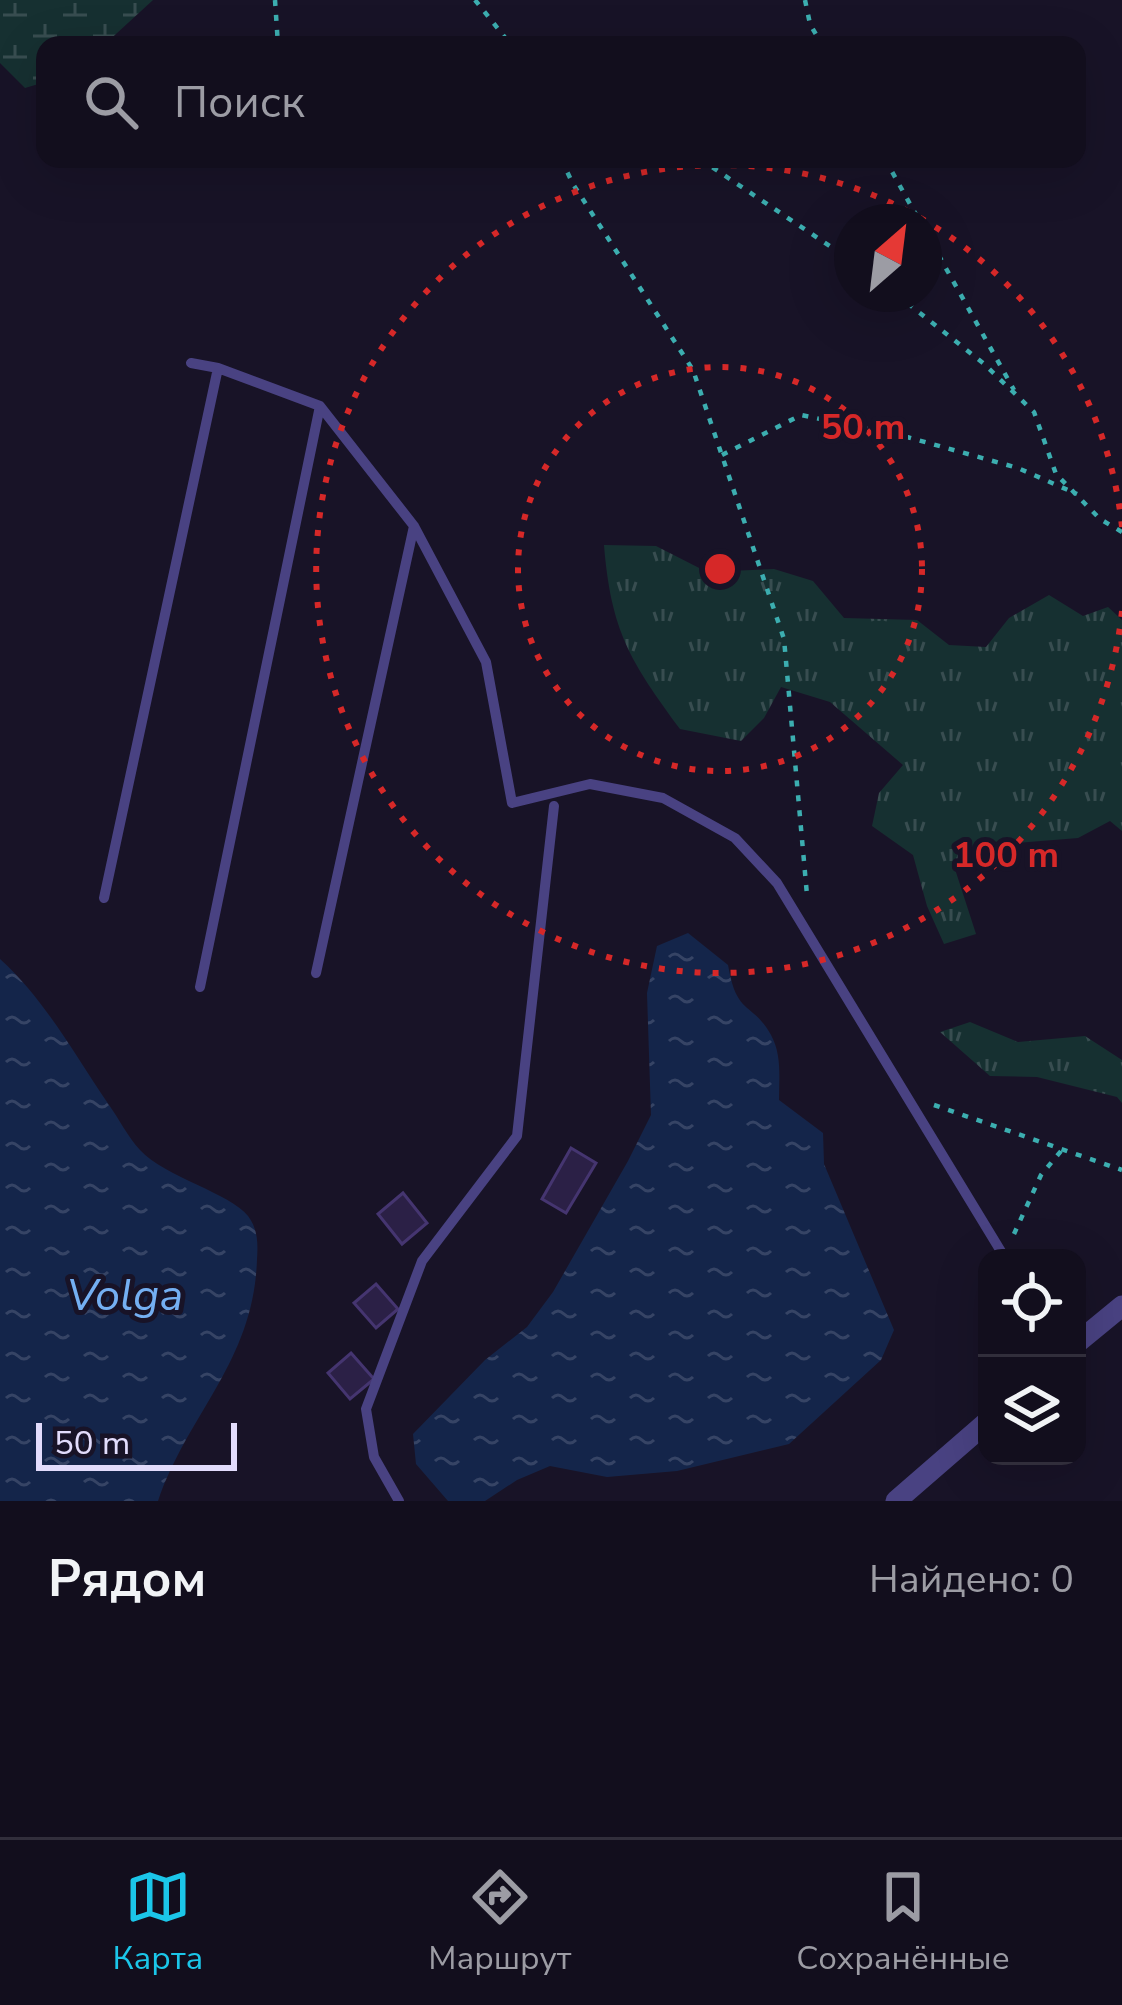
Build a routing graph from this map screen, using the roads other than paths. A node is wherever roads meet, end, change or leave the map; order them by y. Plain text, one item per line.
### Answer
1 (191, 363) dead end
2 (218, 368) junction
3 (320, 406) junction
4 (414, 526) junction
5 (554, 806) dead end
6 (104, 898) dead end
7 (316, 973) dead end
8 (200, 987) dead end
9 (1000, 1249) edge
10 (1122, 1306) edge
11 (1086, 1336) edge
12 (978, 1430) edge
13 (399, 1501) edge
14 (896, 1501) edge

1 - 2 lane
2 - 3 lane
2 - 6 lane
3 - 4 lane
3 - 8 lane
4 - 7 lane
4 - 9 lane
5 - 13 lane
10 - 11 street
12 - 14 street

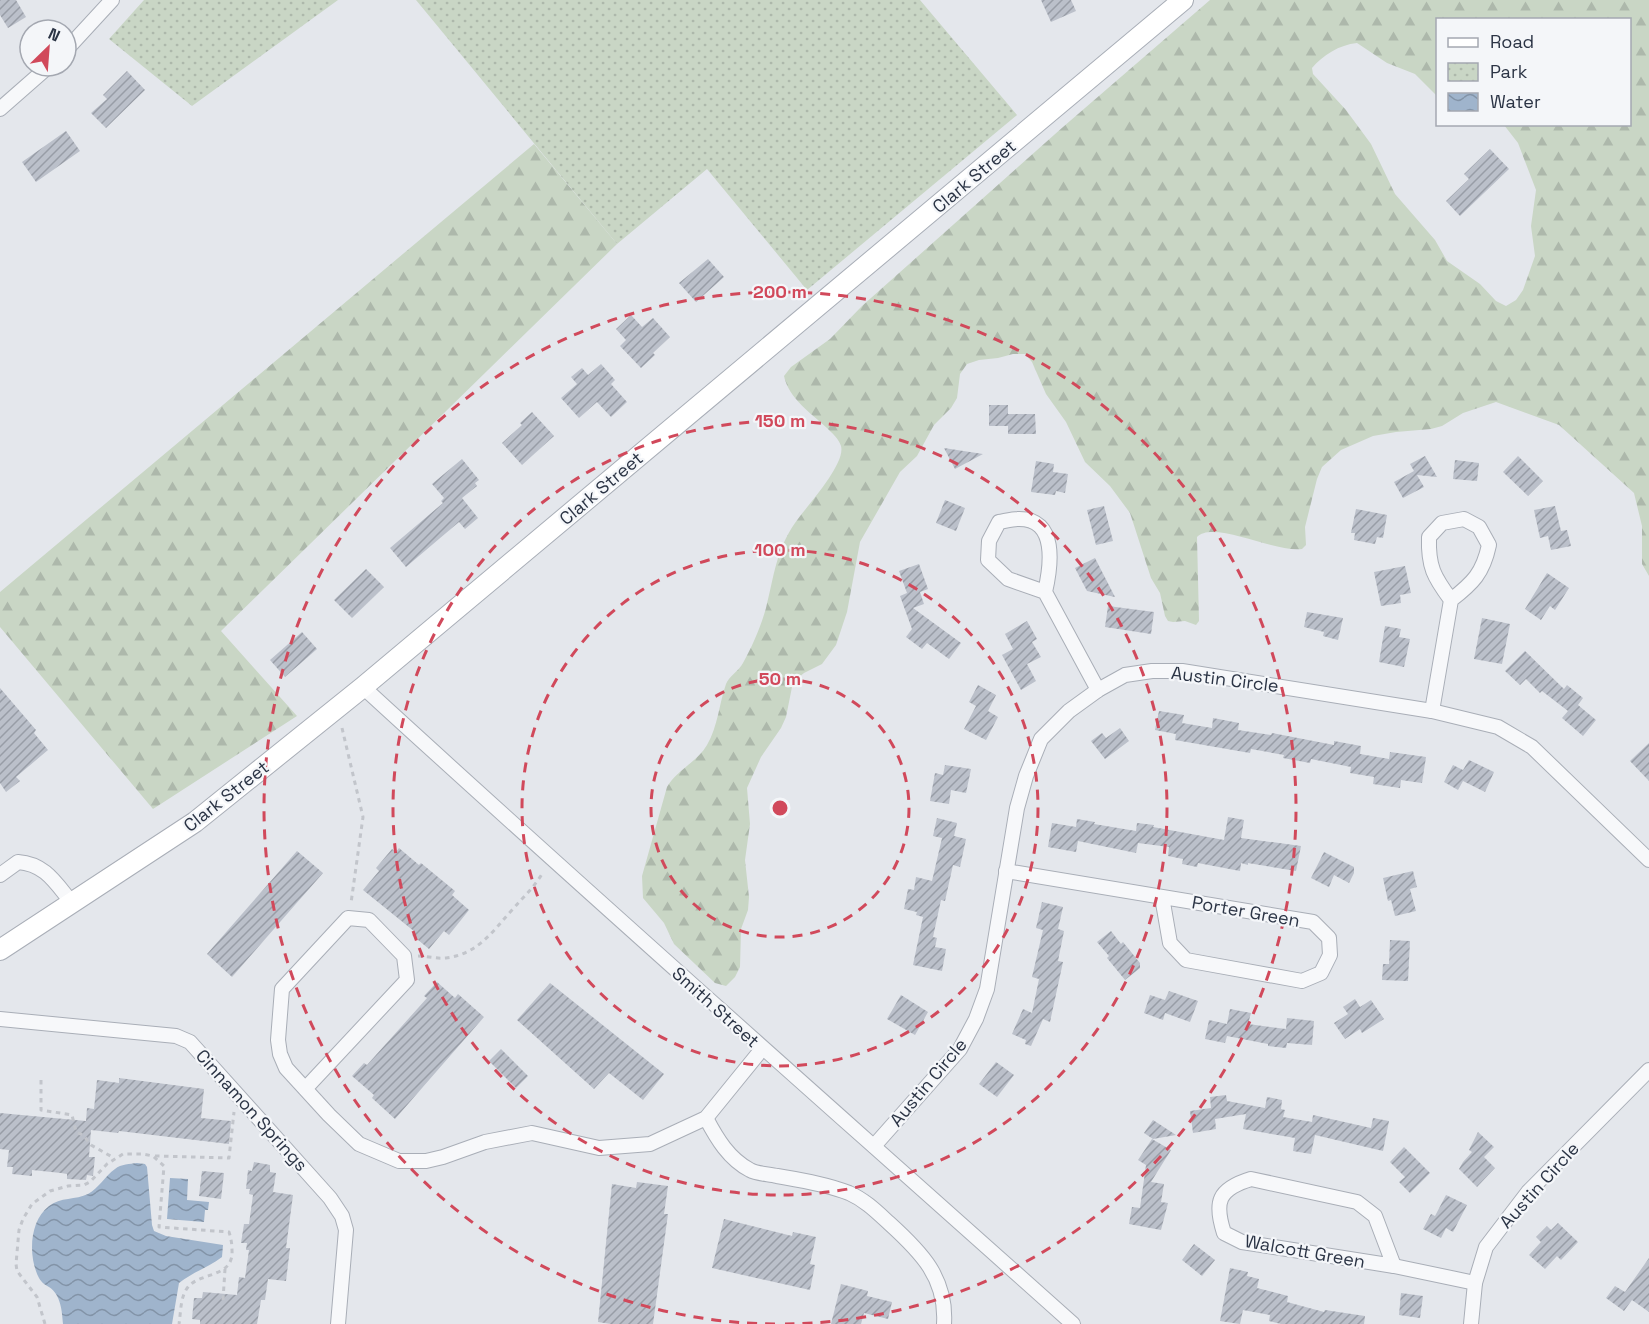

■ ■ ■

• REQUIRED WORK
Could you write all the entries out again exactly, but without their pictures?

• EXERCISE OUTPUT
Build a routing graph from this map screen, using the roads other than paths. A node is wherever roads meet, end, change or leave the map; order them by y. Plain text, one item per line.
### Answer
1 (191, 363) dead end
2 (218, 368) junction
3 (320, 406) junction
4 (414, 526) junction
5 (554, 806) dead end
6 (104, 898) dead end
7 (316, 973) dead end
8 (200, 987) dead end
9 (1000, 1249) edge
10 (1122, 1306) edge
11 (1086, 1336) edge
12 (978, 1430) edge
13 (399, 1501) edge
14 (896, 1501) edge

1 - 2 lane
2 - 3 lane
2 - 6 lane
3 - 4 lane
3 - 8 lane
4 - 7 lane
4 - 9 lane
5 - 13 lane
10 - 11 street
12 - 14 street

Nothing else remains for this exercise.